Info: Villa Bernardini Facebook Page
The Villa Grabau preserves in its structure the harmony and simplicity of the forms that characterize the architecture of the Renaissance villas of Lucca.
The arrangement of the garden, an architectural gem, is achieved by dividing the space of the park with a terrace; the wall of the terrace is decorated with whites and blacks mosaics.
In the Italian garden, there are over 100 centenarians citrus plants and these are still in the original terracotta basins.
Disabled access: yes.
The Villa Oliva is one of the great achievements of Lucca Mannerist architecture and has features that distinguish it from others villas.
The villa sits on a slight slope and the space around it is a balanced game of perspectives and volumes, lights and shades, the garden and the landscape of the hills and the city.
The villa is surrounded by a large park, completely fenced, which extends for about five hectares.
Disabled access: yes.
The Benedettini were the first owners of Mansi Villa, famous for the grace of its gardens and the elegance of its architectural lines.
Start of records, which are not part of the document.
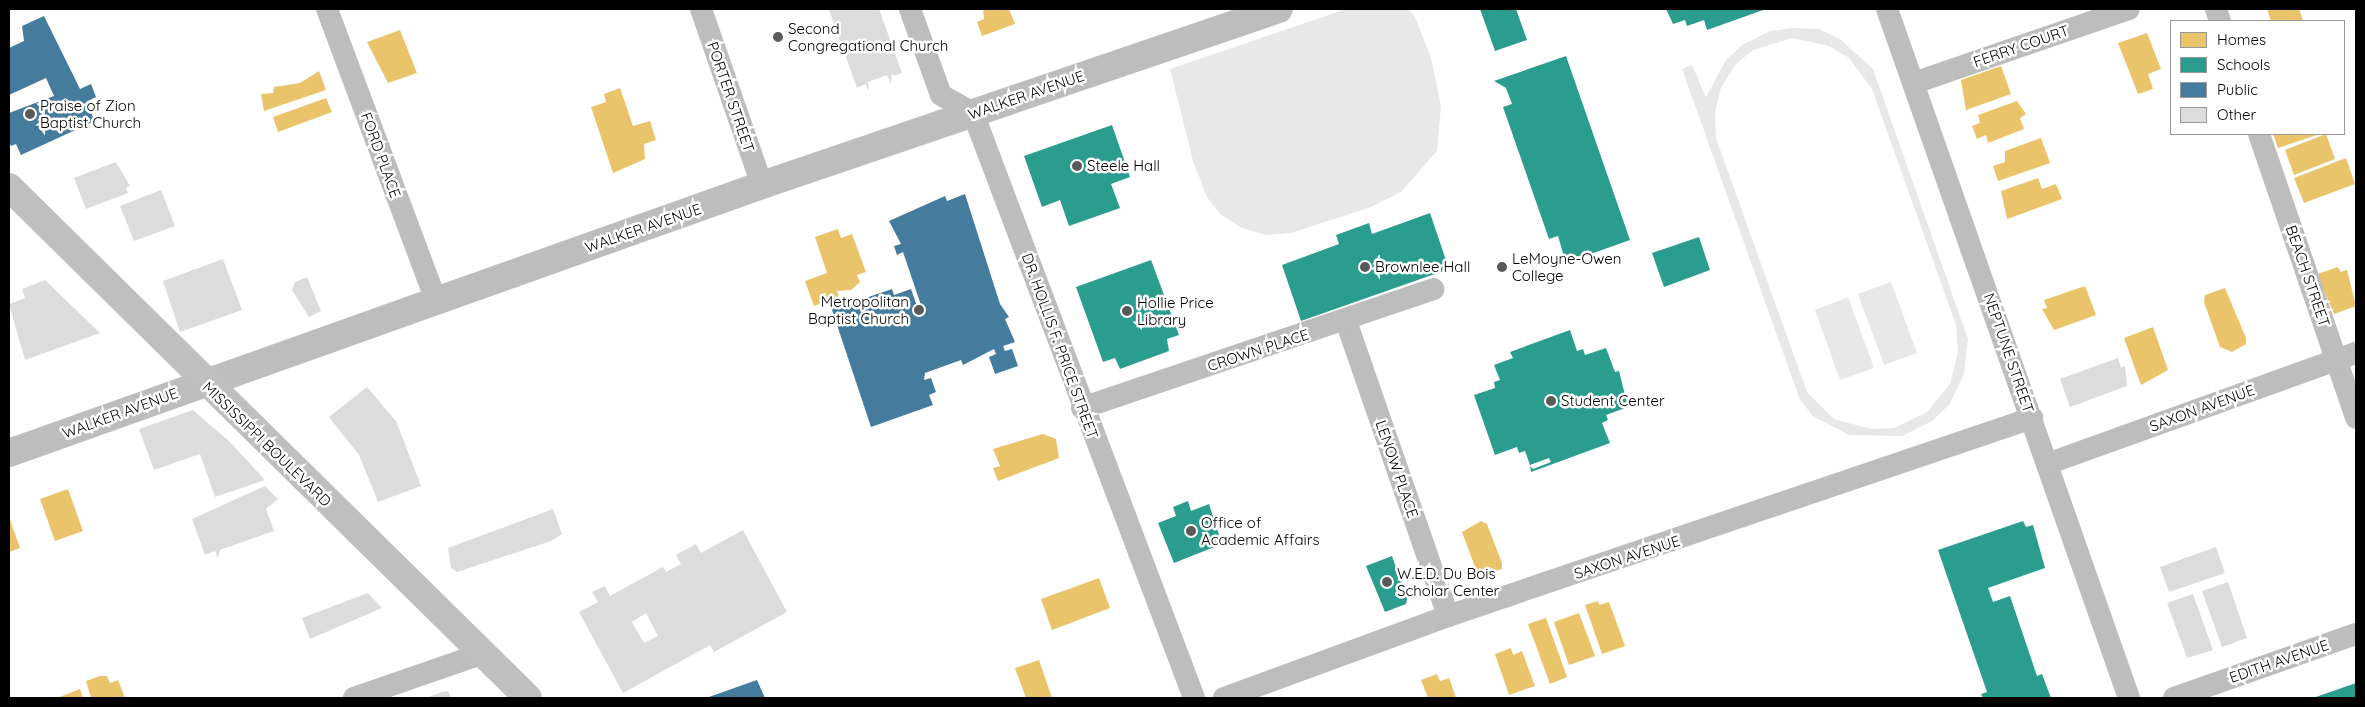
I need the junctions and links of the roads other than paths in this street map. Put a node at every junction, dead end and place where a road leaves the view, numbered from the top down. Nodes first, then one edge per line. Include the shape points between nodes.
1 (327, 9) edge
2 (701, 9) edge
3 (910, 9) edge
4 (1279, 9) edge
5 (1887, 9) edge
6 (2129, 9) edge
7 (1914, 83) junction
8 (973, 113) junction
9 (2259, 135) edge
10 (762, 185) junction
11 (9, 187) edge
12 (1433, 289) dead end
13 (436, 300) junction
14 (1346, 321) junction
15 (2347, 356) edge
16 (202, 383) junction
17 (1082, 408) junction
18 (2032, 418) junction
19 (2356, 418) edge
20 (9, 453) edge
21 (2047, 464) junction
22 (1448, 616) junction
23 (2356, 634) edge
24 (481, 654) junction
25 (354, 698) edge
26 (528, 698) edge
27 (1194, 698) edge
28 (1224, 698) edge
29 (2129, 698) edge
30 (2174, 698) edge

1 - 13 street, FORD PLACE
2 - 10 street, PORTER STREET
3 - 8 street via 941,95
4 - 8 street, WALKER AVENUE
5 - 7 street, NEPTUNE STREET
6 - 7 street, FERRY COURT
7 - 18 street, NEPTUNE STREET
8 - 10 street, WALKER AVENUE
8 - 17 street, DR. HOLLIS F. PRICE STREET
9 - 15 street, BEACH STREET
10 - 13 street, WALKER AVENUE
11 - 16 main road, MISSISSIPPI BOULEVARD
12 - 14 street, CROWN PLACE
13 - 16 street, WALKER AVENUE
14 - 17 street, CROWN PLACE
14 - 22 street, LENOW PLACE
15 - 19 street, BEACH STREET
15 - 21 street, SAXON AVENUE
16 - 20 street, WALKER AVENUE
16 - 24 main road, MISSISSIPPI BOULEVARD
17 - 27 street, DR. HOLLIS F. PRICE STREET
18 - 21 street, NEPTUNE STREET
18 - 22 street, SAXON AVENUE
21 - 29 street, NEPTUNE STREET
22 - 28 street, SAXON AVENUE
23 - 30 street, EDITH AVENUE
24 - 25 street
24 - 26 main road, MISSISSIPPI BOULEVARD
The elegant and refined architecture of the villa appears in the background of the garden between the volumes of large trees. The main floor is a series of adjoining rooms overlooking the central courtyard and frescoed by Stefano Lucca Tofanelli.
Disabled access: yes (park only).
Villa Torrigiani and the park date back to the early sixteenth century.
In 1636 the Marquis Nicolao Santini, Ambassador of the Republic of Lucca at the court of Versailles, bought the villa and turn it into a small palace inspired by Versailles and his court.
A long avenue of cypress trees is the theatrical access to the villa.
Nicolao Santini built the garden-theatre of Flora with caves and water still running and visible in the Cave of the Winds.
The house is still inhabited by the descendants of the Marquis.
Disabled access: garden yes, villa only partially.
The imposing tree-lined Renaissance walls of Lucca, built between the mid-sixteenth and early seventeenth century, represent a defence that has remained intact to this day.
The entire ring is configured as a real park.
The walls of Lucca are always open to visitors free entry.
An amazing example of an eighteenth-century villa with its huge and beautiful garden: a beautiful, mysterious and romantic villa in a panoramic position, with the impressive horseshoe-shaped structure, built around a large courtyard.
In spring, a waving sea of more than 200,000 daffodils, with 400 varieties and different colours, and tulips greet visitors.
An important example of architectural and cultural evolution: a twentieth-century villa and garden overlook the enchanting Val d'Orcia, with the Monte Amiata in the background.
Villa La Foce is surrounded by an Italian formal garden divided into geometrical 'rooms', with lemon trees in terracotta pots, travertine stairs leading to the rose garden and a pergola covered with wisteria and bordered by lavender. Terraced slopes rise gently up the hill, where cherry trees, pines and cypresses grow among wild broom, thyme and rosemary, and a long avenue of cypresses leads to a stone statue of the seventeenth century. A path through the woods and connects the garden with the family cemetery, considered one of the best creations of the English architect Cecil Pinsent.
Disabled access: no.
The grand Villa Cetinale, a well-preserved late-seventeenth-century building designed by Carlo Fontana, a pupil of Bernini, is also interesting for the last eighteenth-century park and the formal garden that surrounds the villa, according to the Renaissance tradition.